Ele defende uma reestruturação do Fies, propondo a integração com o ProUni e uma visão mais voltada às necessidades sociais. Critica, ainda, a ausência de mecanismos que permitam renegociações mais flexíveis diretamente com as instituições. Já Claudio Jacoski, da Associação Brasileira das Universidades Comunitárias (Abruc), sugere um fundo rotativo nos moldes do que é praticado na Austrália, em que os formados retribuem ao sistema com parte de seus rendimentos.

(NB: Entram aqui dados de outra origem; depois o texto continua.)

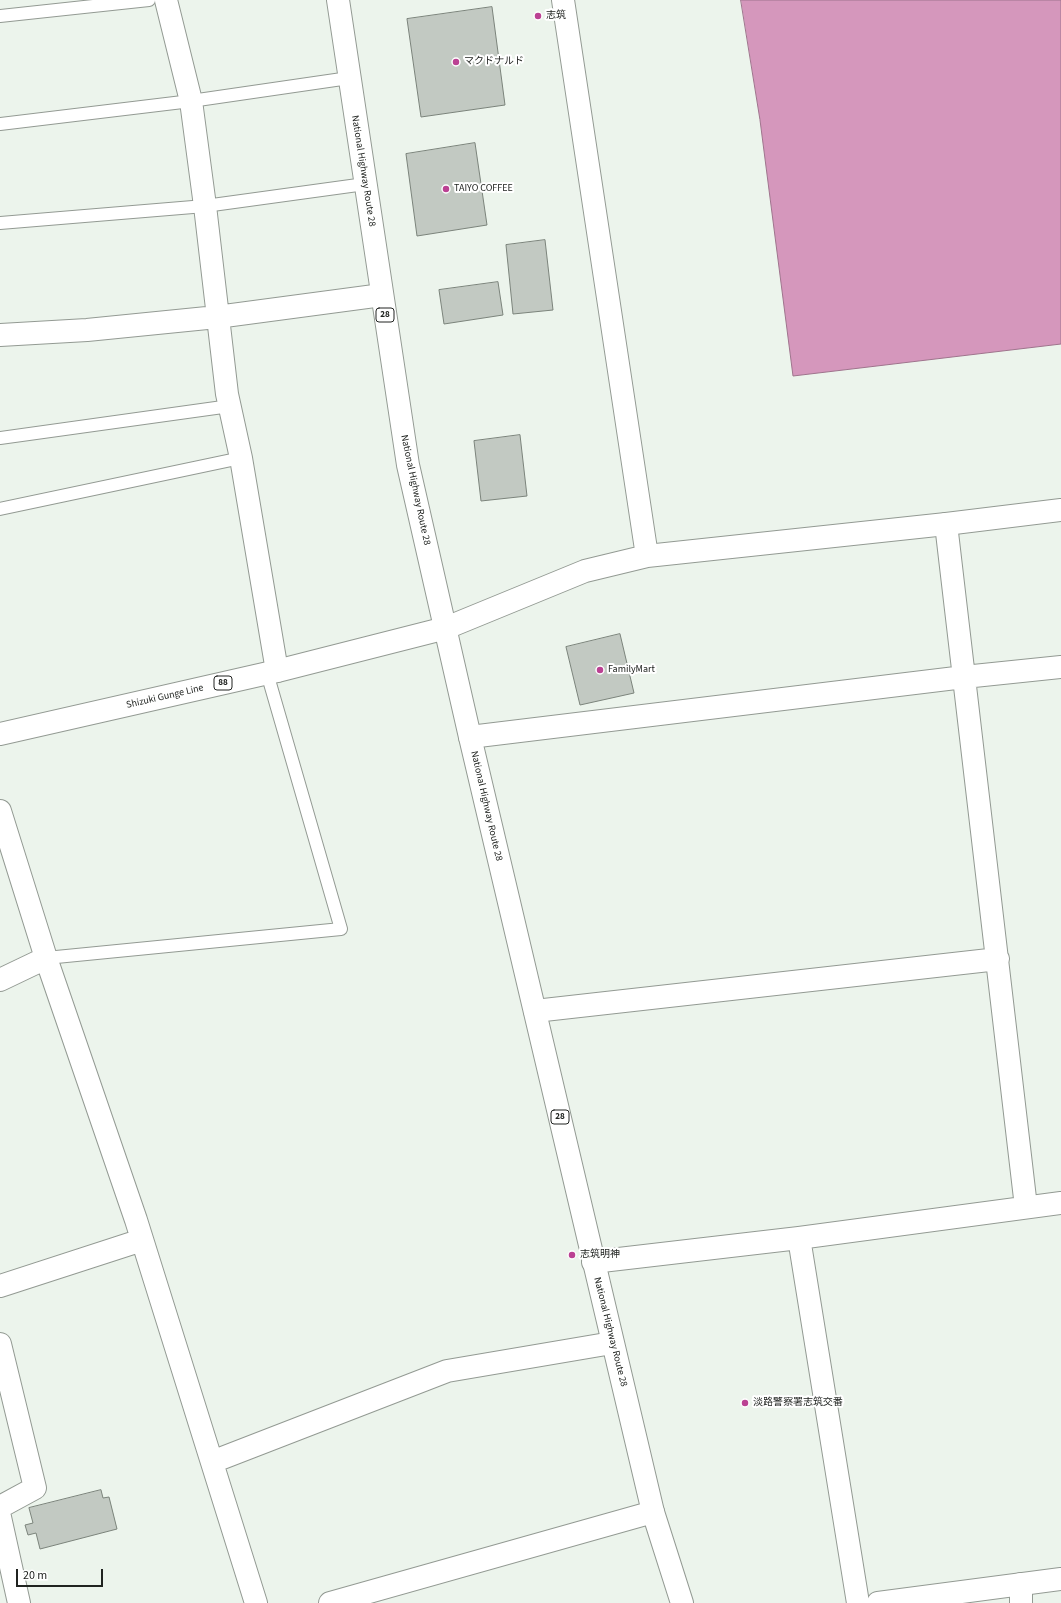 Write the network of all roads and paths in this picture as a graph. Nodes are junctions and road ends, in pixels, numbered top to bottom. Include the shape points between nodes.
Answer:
1 (149, 0) edge
2 (166, 0) edge
3 (338, 0) edge
4 (563, 0) edge
5 (0, 16) edge
6 (349, 78) junction
7 (191, 101) junction
8 (0, 124) edge
9 (365, 184) junction
10 (205, 206) junction
11 (0, 223) edge
12 (382, 295) junction
13 (217, 317) junction
14 (0, 335) edge
15 (230, 406) junction
16 (0, 438) edge
17 (241, 458) junction
18 (0, 509) edge
19 (1061, 510) edge
20 (946, 524) junction
21 (647, 556) junction
22 (446, 628) junction
23 (1061, 667) edge
24 (272, 672) junction
25 (964, 677) junction
26 (0, 734) edge
27 (470, 737) junction
28 (0, 811) edge
29 (46, 958) junction
30 (998, 959) junction
31 (0, 980) edge
32 (535, 1011) junction
33 (1061, 1203) edge
34 (1026, 1207) junction
35 (799, 1238) junction
36 (142, 1240) junction
37 (593, 1262) junction
38 (0, 1286) edge
39 (612, 1343) junction
40 (0, 1344) edge
41 (212, 1462) junction
42 (0, 1507) edge
43 (653, 1512) junction
44 (0, 1517) edge
45 (1061, 1578) edge
46 (1021, 1593) edge
47 (19, 1603) edge
48 (256, 1603) edge
49 (330, 1603) edge
50 (682, 1603) edge
51 (858, 1603) edge
52 (878, 1603) edge

1 - 5 lane
2 - 7 main road
3 - 6 main road, National Highway Route 28 / 28
4 - 21 main road
6 - 7 lane
6 - 9 main road, National Highway Route 28 / 28
7 - 8 lane
7 - 10 main road
9 - 10 lane
9 - 12 main road, National Highway Route 28 / 28
10 - 11 lane
10 - 13 main road
12 - 13 main road
12 - 22 main road, National Highway Route 28 / 28 via 408,465
13 - 14 main road via 87,330
13 - 15 main road
15 - 16 lane
15 - 17 main road
17 - 18 lane
17 - 24 main road
19 - 20 main road, Shizuki Gunge Line
20 - 21 main road, Shizuki Gunge Line
20 - 25 main road
21 - 22 main road, Shizuki Gunge Line via 585,572
22 - 24 main road, Shizuki Gunge Line / 88
22 - 27 main road, National Highway Route 28 / 28
23 - 25 main road
24 - 26 main road, Shizuki Gunge Line / 88
24 - 29 lane via 341,929
25 - 27 main road
25 - 30 main road
27 - 32 main road, National Highway Route 28 / 28
28 - 29 main road
29 - 31 main road
29 - 36 main road
30 - 32 main road
30 - 34 main road
32 - 37 main road, National Highway Route 28 / 28
33 - 34 main road
34 - 35 main road
35 - 37 main road
35 - 51 main road
36 - 38 main road
36 - 41 main road
37 - 39 main road, National Highway Route 28 / 28
39 - 41 main road via 447,1372
39 - 43 main road, National Highway Route 28 / 28
40 - 42 main road via 35,1488
41 - 48 main road
43 - 49 main road
43 - 50 main road, National Highway Route 28 / 28
44 - 47 main road
45 - 46 main road
46 - 52 main road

Além das instituições, o setor produtivo também sente os efeitos da retração no financiamento. Para Coimbra, cerca de 80% da educação superior atende às classes D e E, onde o Fies muitas vezes é a única chance de acesso ao ensino. Com a exclusão desses estudantes, principalmente nas pequenas cidades, há prejuízo direto na formação de mão de obra qualificada, vital para o desenvolvimento local e nacional.



Felipe Tavares, economista da Confederação Nacional do Comércio (CNC), concorda. Segundo ele, a baixa escolarização interfere na produtividade e limita o preenchimento de vagas que exigem qualquer nível de especialização.
“Só vai sair gente se entrar gente. E hoje o maior problema é que as pessoas não cumprem os requisitos esperados”

, analisa.

A crise no Fies também chega à esfera judicial. De 2020 até abril de 2025, o número de processos relacionados ao programa chegou a 89.610. O salto de 231 ações em 2020 para 36.784 em 2024 revela o aumento exponencial dos conflitos. Só neste ano, até abril, já são 11.527 casos. Segundo o advogado Felipe Moreira, os processos discutem prazos de carência, valor das parcelas e mudanças nas regras. Ele explica que a judicialização permite aos estudantes reorganizar suas dívidas e até obter liminares para suspender pagamentos temporariamente.



Paralelamente, empresas como a Serasa Experian oferecem acordos de renegociação. São cerca de 5 milhões de ofertas voltadas a mais de um milhão de estudantes inadimplentes. Lucas Tosati, especialista da Serasa, alerta que a negativação prejudica o acesso a crédito e até a possibilidades profissionais.
“Você paga duas, três vezes mais do que a média de mercado”

, observa.

A jornalista Érica Rodrigues, de 29 anos, ilustra os efeitos da renegociação. Após se formar em 2018, passou cinco anos inadimplente, mas conseguiu quitar sua dívida de R$ 50 mil por pouco mais de R$ 6 mil, graças a um programa lançado no fim de 2023. “A gente se formou endividado e sem nenhuma perspectiva de estabilidade financeira”, desabafa.



O Ministério da Educação aposta no Fies Social como alternativa. O modelo, iniciado em 2024, prometia financiar até 100% da mensalidade de estudantes inscritos no CadÚnico, com renda per capita de até meio salário mínimo. O objetivo era beneficiar 100 mil pessoas, número que ainda não foi alcançado. O ministro Camilo Santana afirma que o sistema do Fies estava desorganizado, com falhas na triagem dos beneficiários.
“Precisamos diferenciar aquele que não paga porque não quer e aquele que não paga porque não pode”

, afirma Santana.

Até 2024, mais de 387 mil renegociações foram firmadas, gerando uma arrecadação de quase R$ 795 milhões apenas com os pagamentos iniciais. Apesar disso, os desafios continuam, e o futuro do Fies segue como uma incógnita — com impactos não só nos bancos, mas em toda a estrutura de ensino e produtividade nacional.